The Health Implications & Clinical Manifestations Of Pseudomembranous Colitis, Bartonellosis And Legionella Infections
Pseudomembranous Colitis Is An Antibiotic Associated Diarrhea
Pseudomembranous Colitis (Antibiotic Associated Diarrhea)
Also known as antibiotic associated diarrhea, in this situation, diarrhea occurs as a common side effect of therapy with many antibiotics. In many cases, symptoms subside on withdrawal of the drug. Pseudomemebranous colitis develops following the use of clindamycin given for anaerobic sepsis, but it has been found to follow therapy with ampicillin or cephalosporins. Pathologically, the lesions consist of disruption of villous tips, infiltration by neutrophils and the presence of yellow plaque-like lesions on the mucosa, especially in the colon. These are caused by the toxins derived from Clostridium difficile which overgrows to become pathogenic. The organisms can be isolated and the toxin can be demonstrated in the feces by suitable methods. It is clinically characterized by abdominal pain, fever, leucocytosis and watery diarrhea. With the widespread use of antibiotics, pseudomembranous colitis has come into prominence. If not diagnosed and treated early, the mortality may go up to 50 to 60%.
Treatment: Clostridium difficile is susceptible to vancomycin, tetracycline and metronidazole, but vancomycin is the drug of choice since it is non-absorbable. It is given in a dose of 2g/day orally in four divided doses till diarrhea completely subsides. Early discontinuation of therapy may lead to relapse.
Clinical Manifestations Of Carrison’s Disease, Oroya Fever
Bartonellosis (Carrison’s Disease, Oroya Fever)
Also known as carrison;s disease or oroya fever or veruga Peruana, it is confined to the valleys of Andes mountains of South America and has not been reported in most parts of the world. It is caused by Bartonella bacilliformis, which is seen inside the erythrocytes. The disease is transmitted by the sandfly phlebotomus verrucarum. It presents different clinical pictures at different stages of evolution of the disease. After an incubation period of three weeks, the disease is characterized by two distinct clinical syndromes. The initial illness is characterized by constutituional symptoms like fever, rigors, nausea, diarrhea and headache. This is called Oroya fever and lasts for 3 to 4 weeks. Organisms can be demonstrated in blood smears stained by Giemsa’s or Wright’s stain. Death may occur at this stage due to severe anemia or superinfection by Salmonella.
The second stage, called Verruga peruana is characterized by hemangiomatous tumours of skin and mucous membranes varying in size between 2 to 15 mm, some of which may ulcerate. Mortality is very low at this stage, since immunity develops. Specific treatment is with chloramphenicol or tetracyclines in addition to supportive measures.

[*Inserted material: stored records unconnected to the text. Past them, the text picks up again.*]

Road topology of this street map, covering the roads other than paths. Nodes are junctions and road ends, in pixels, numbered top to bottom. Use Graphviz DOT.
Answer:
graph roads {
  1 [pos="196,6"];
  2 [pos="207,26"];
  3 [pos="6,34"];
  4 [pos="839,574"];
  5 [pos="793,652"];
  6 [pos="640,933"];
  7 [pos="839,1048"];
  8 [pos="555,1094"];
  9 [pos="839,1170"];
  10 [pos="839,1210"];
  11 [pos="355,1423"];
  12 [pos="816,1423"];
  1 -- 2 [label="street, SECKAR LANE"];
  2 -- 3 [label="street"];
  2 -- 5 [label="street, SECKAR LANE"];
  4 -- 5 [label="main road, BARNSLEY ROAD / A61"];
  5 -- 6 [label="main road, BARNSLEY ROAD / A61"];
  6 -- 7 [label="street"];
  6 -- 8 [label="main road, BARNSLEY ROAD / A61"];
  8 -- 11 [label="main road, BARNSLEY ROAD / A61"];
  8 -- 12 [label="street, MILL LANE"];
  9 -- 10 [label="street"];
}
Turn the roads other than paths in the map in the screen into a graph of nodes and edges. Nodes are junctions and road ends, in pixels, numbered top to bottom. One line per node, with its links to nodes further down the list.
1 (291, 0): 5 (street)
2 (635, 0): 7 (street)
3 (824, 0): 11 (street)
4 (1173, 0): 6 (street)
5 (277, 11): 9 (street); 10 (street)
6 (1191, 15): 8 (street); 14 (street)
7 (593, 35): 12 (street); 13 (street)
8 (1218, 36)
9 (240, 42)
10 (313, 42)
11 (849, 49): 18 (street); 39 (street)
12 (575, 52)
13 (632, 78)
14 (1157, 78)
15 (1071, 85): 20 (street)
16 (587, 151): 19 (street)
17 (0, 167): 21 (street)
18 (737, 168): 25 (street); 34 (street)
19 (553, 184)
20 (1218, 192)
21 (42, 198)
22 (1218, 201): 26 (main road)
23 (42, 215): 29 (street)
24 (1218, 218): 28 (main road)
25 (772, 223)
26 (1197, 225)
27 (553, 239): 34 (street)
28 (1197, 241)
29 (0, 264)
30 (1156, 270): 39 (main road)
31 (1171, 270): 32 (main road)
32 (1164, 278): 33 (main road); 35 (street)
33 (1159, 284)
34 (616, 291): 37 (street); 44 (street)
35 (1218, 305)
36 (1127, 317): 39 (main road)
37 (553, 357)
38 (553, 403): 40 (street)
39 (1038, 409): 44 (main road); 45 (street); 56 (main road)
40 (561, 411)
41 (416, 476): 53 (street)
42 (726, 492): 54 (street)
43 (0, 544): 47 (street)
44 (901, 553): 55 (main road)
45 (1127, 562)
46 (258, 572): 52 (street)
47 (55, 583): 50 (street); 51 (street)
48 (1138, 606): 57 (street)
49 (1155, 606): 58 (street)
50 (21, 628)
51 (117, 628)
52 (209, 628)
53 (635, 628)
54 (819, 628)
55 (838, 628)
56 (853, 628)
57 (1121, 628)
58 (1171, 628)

Diarrheal Disease Caused By Legionella pneumophilia
This disease, caused by Legionella pneumophilia, is being increasingly reported here in the west. The first description was given in 1976 following the outbreak of an unusual pneumonic illness among members attending the legion convention at Philadelphia. The organisms have been isolated from air conditioning systems, water taps, soil and other environment. It is acquired by inhalation, ingestion, or through the conjunctiva.
The incubation period is 2 to 10 days after which the patient presents with fever, anorexia, weight loss, headache, myalgia and confusion. Severe cases progress to pneumonia and pleurisy.
Diagnosis is made on serologic examination by demonstration of a four-fold increase in the antibodies against Legionella or by immune-fluorescence studies of the sputum, pleural fluid, or bronchial aspirates. Special techniques are required to grow the organisms. Legionella Pneumophilia responds to erythromycin and rifampicin if given early in the course of the disease. The disease carries a mortality ranging from 10 to 20%. Immuno-compromised subjects suffer more.